■ **Material for this task**:
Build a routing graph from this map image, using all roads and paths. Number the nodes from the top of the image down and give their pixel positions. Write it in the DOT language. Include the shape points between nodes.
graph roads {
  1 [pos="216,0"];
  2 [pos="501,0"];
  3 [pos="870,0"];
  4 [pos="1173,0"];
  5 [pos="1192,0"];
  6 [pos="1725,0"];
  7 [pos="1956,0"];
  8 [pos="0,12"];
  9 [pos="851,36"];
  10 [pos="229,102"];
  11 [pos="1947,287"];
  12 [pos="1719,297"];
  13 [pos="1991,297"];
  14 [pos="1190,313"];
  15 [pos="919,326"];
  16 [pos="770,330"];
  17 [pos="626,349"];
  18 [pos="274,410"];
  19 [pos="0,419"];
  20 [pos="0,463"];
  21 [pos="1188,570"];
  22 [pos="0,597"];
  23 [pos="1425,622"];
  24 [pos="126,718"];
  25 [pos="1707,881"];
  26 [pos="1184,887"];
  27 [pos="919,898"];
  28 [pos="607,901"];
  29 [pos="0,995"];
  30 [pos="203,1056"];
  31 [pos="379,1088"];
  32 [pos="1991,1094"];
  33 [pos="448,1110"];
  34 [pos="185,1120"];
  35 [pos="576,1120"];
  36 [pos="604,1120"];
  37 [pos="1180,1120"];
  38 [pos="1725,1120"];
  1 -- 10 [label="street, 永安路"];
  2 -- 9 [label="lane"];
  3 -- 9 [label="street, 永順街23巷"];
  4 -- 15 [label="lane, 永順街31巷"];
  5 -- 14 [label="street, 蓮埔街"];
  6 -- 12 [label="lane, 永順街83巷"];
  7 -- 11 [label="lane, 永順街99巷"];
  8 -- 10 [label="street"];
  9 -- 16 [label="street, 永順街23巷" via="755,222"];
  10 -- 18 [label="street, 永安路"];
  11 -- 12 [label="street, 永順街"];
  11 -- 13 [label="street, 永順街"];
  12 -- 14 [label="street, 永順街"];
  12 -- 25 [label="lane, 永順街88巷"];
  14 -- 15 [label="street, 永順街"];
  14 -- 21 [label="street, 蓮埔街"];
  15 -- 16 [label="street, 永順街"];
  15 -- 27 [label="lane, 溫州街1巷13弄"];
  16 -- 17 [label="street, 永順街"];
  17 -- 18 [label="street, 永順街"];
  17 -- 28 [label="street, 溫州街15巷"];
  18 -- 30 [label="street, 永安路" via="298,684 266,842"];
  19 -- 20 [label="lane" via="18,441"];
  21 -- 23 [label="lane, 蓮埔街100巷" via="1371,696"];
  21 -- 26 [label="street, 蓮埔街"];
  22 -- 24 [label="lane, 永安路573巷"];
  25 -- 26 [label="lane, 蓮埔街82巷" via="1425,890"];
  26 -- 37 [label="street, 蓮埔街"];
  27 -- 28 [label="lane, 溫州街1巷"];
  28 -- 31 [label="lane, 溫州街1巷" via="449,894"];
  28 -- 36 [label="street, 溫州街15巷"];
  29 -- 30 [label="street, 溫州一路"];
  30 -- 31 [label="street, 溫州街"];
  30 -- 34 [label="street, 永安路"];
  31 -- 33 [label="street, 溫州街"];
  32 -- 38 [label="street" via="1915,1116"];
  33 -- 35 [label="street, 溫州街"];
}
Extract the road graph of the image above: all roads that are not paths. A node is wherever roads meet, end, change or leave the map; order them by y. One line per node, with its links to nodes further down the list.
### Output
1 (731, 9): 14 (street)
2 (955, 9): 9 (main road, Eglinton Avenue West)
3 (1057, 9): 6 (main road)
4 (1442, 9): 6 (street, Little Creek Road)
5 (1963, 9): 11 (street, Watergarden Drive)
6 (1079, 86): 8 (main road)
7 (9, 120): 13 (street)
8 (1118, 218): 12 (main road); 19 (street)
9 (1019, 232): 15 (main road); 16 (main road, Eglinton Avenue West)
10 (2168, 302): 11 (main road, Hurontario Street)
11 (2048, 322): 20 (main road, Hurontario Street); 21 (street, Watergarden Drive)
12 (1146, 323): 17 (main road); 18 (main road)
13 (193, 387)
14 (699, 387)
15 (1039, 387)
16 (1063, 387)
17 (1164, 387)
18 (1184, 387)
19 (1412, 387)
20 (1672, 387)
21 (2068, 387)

■ **Task brief**: What lines hold the string "West"? Pick them out of the data.

■ **Solution for this problem**:
2 (955, 9): 9 (main road, Eglinton Avenue West)
9 (1019, 232): 15 (main road); 16 (main road, Eglinton Avenue West)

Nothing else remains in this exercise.